- Born: May 28, 1947 (age 79)
- Occupation: Historian
- Awards: Francis Parkman Prize (1992, 2012); Finalist, Pulitzer Prize for History (1992, 2012); MacArthur Fellowship (1995);

Academic background
- Education: University of California, Santa Cruz (BA 1969); University of Washington (MA 1972, PhD 1975);

Academic work
- Discipline: Historian
- Sub-discipline: History of the American West; Native American history; Gilded Age history; Environmental history;
- Institutions: Michigan State University (1976–1983); University of Utah (1983–1990); University of Washington (1990–1998); Stanford University; (1998–2020);

= Richard White (historian) =

American historian (born 1947)

Richard White (born May 28, 1947) is an American historian who is the Margaret Byrne Professor of American History Emeritus at Stanford University. He is a two-time winner of the Francis Parkman Prize and two-time finalist for the Pulitzer Prize for History, both for his books The Middle Ground (1991) and Railroaded (2011). He is a past president of the Organization of American Historians and is the author of books about the American West, Native American history, the United States in the Gilded Age, railroads, capitalism, and environmental history.

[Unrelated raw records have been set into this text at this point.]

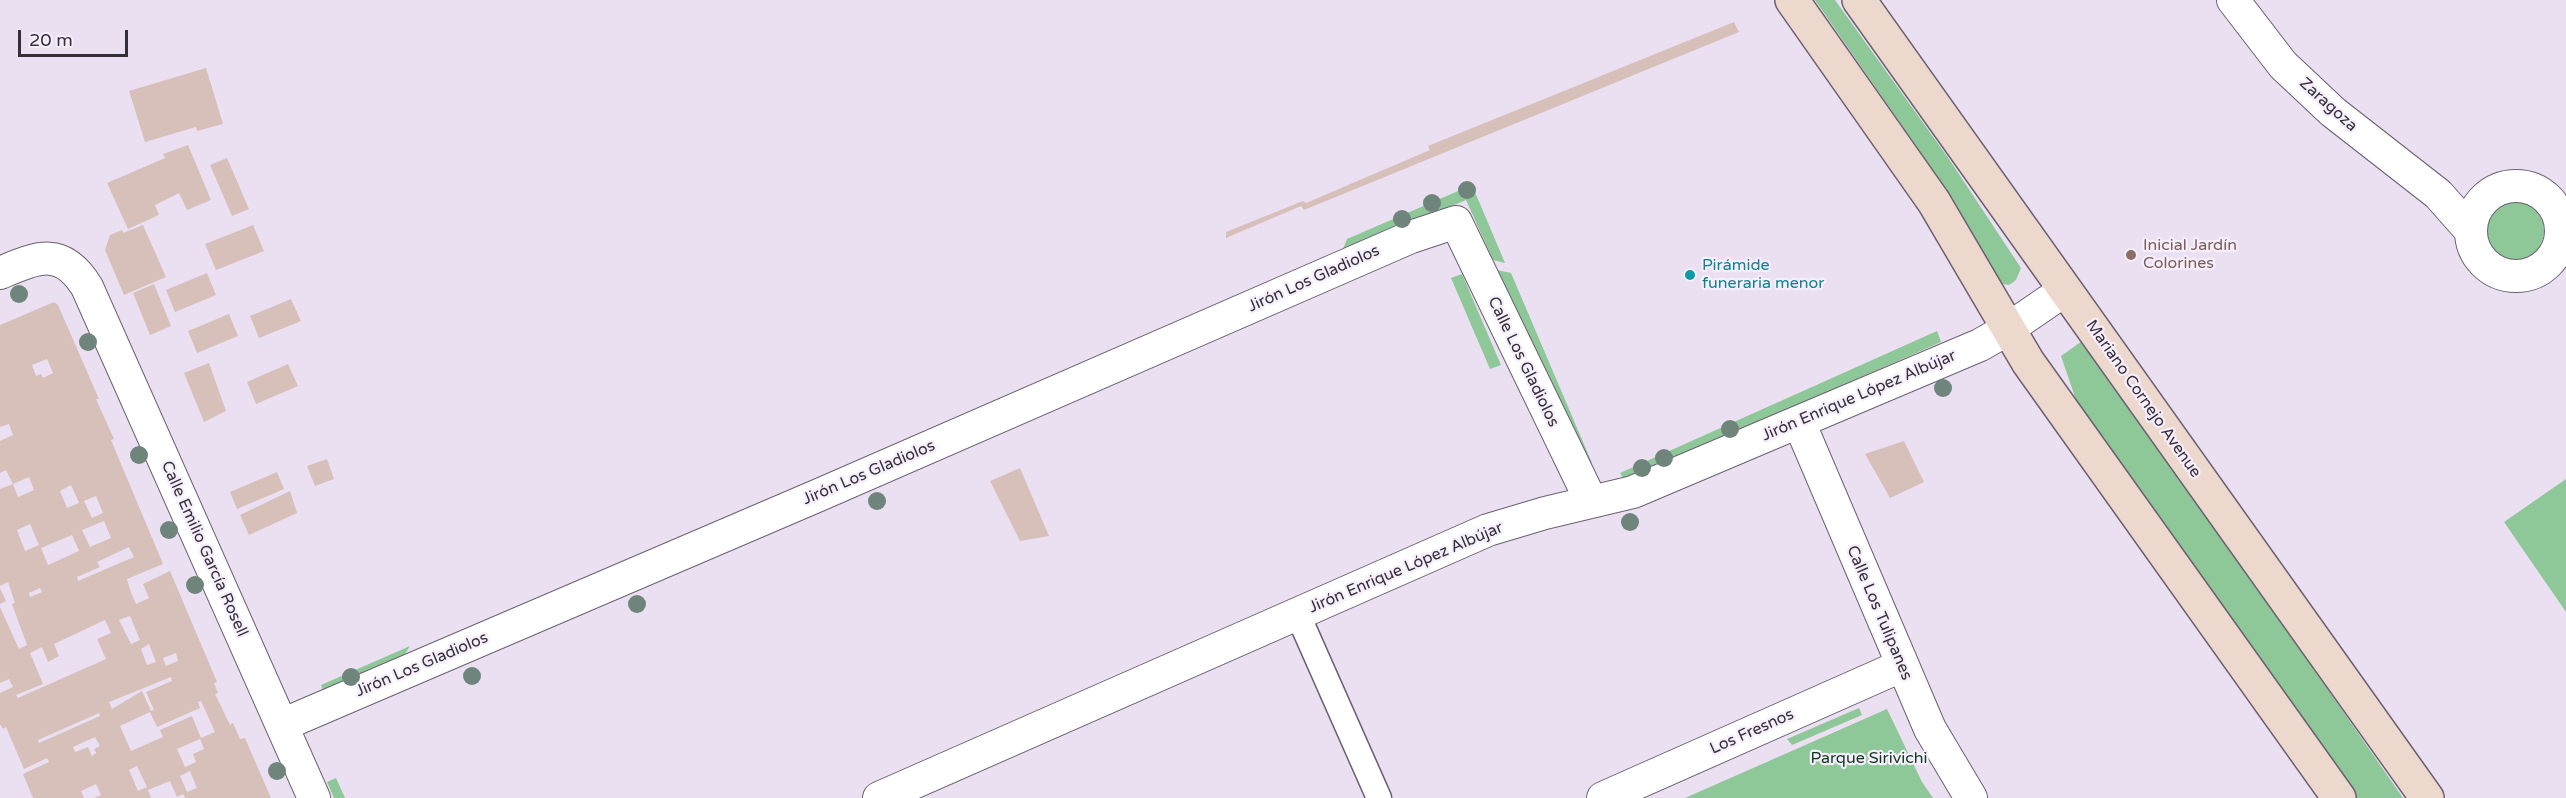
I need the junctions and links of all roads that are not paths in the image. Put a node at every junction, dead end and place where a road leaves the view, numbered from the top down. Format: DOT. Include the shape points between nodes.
graph roads {
  1 [pos="1792,0"];
  2 [pos="1859,0"];
  3 [pos="2233,0"];
  4 [pos="2438,194"];
  5 [pos="2482,200"];
  6 [pos="1456,222"];
  7 [pos="2470,230"];
  8 [pos="0,273"];
  9 [pos="2065,290"];
  10 [pos="2008,329"];
  11 [pos="1799,422"];
  12 [pos="1591,501"];
  13 [pos="1298,615"];
  14 [pos="1901,666"];
  15 [pos="282,725"];
  16 [pos="1638,791"];
  17 [pos="314,798"];
  18 [pos="879,798"];
  19 [pos="1379,798"];
  20 [pos="1603,798"];
  21 [pos="1971,798"];
  22 [pos="2339,798"];
  23 [pos="2427,798"];
  1 -- 10 [label="main road" via="1935,202"];
  2 -- 9 [label="main road, Mariano Cornejo Avenue"];
  3 -- 4 [label="street, Zaragoza" via="2283,65 2333,112"];
  4 -- 5 [label="street"];
  4 -- 7 [label="street, Zaragoza"];
  5 -- 7 [label="street"];
  5 -- 7 [label="street" via="2508,186 2537,191 2557,213 2560,242 2545,267 2517,277 2501,275 2477,256"];
  6 -- 12 [label="street, Calle Los Gladiolos"];
  6 -- 15 [label="street, Jirón Los Gladiolos" via="1389,247"];
  8 -- 15 [label="street, Calle Emilio García Rosell" via="46,257 65,262 78,272 95,301"];
  9 -- 10 [label="street, Jirón Enrique López Albújar"];
  9 -- 23 [label="main road, Mariano Cornejo Avenue"];
  10 -- 11 [label="street, Jirón Enrique López Albújar" via="1980,345"];
  10 -- 22 [label="main road" via="2028,363"];
  11 -- 12 [label="street, Jirón Enrique López Albújar" via="1633,492"];
  11 -- 14 [label="street, Calle Los Tulipanes"];
  12 -- 13 [label="street, Jirón Enrique López Albújar" via="1488,530"];
  13 -- 18 [label="street, Jirón Enrique López Albújar"];
  13 -- 19 [label="street"];
  14 -- 16 [label="street, Los Fresnos"];
  14 -- 21 [label="street, Calle Los Tulipanes" via="1930,729"];
  15 -- 17 [label="street, Calle Emilio García Rosell"];
  16 -- 20 [label="street, Los Fresnos"];
}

He was chosen for the MacArthur Fellows Program in 1995, and he was elected a member of the American Philosophical Society in 2016.

== Early life and education ==
White was born on May 28, 1947. He received his bachelor's degree from the University of California, Santa Cruz (1969), and his MA (1972) and PhD (1975) from the University of Washington.

== Career ==
White taught at Michigan State University (1976–1983), the University of Utah (1983–1990), and the University of Washington (1990–1998) before joining Stanford University as the Margaret Byrne Professor of American History in 1998. He retired emeritus in 2020.

He was chosen for the MacArthur Fellows Program in 1995, and was elected a member of the American Philosophical Society in 2016. White was founding director of Stanford's Spatial History Project, which implements digital technologies and analyses to illuminate patterns and anomalies for research purposes.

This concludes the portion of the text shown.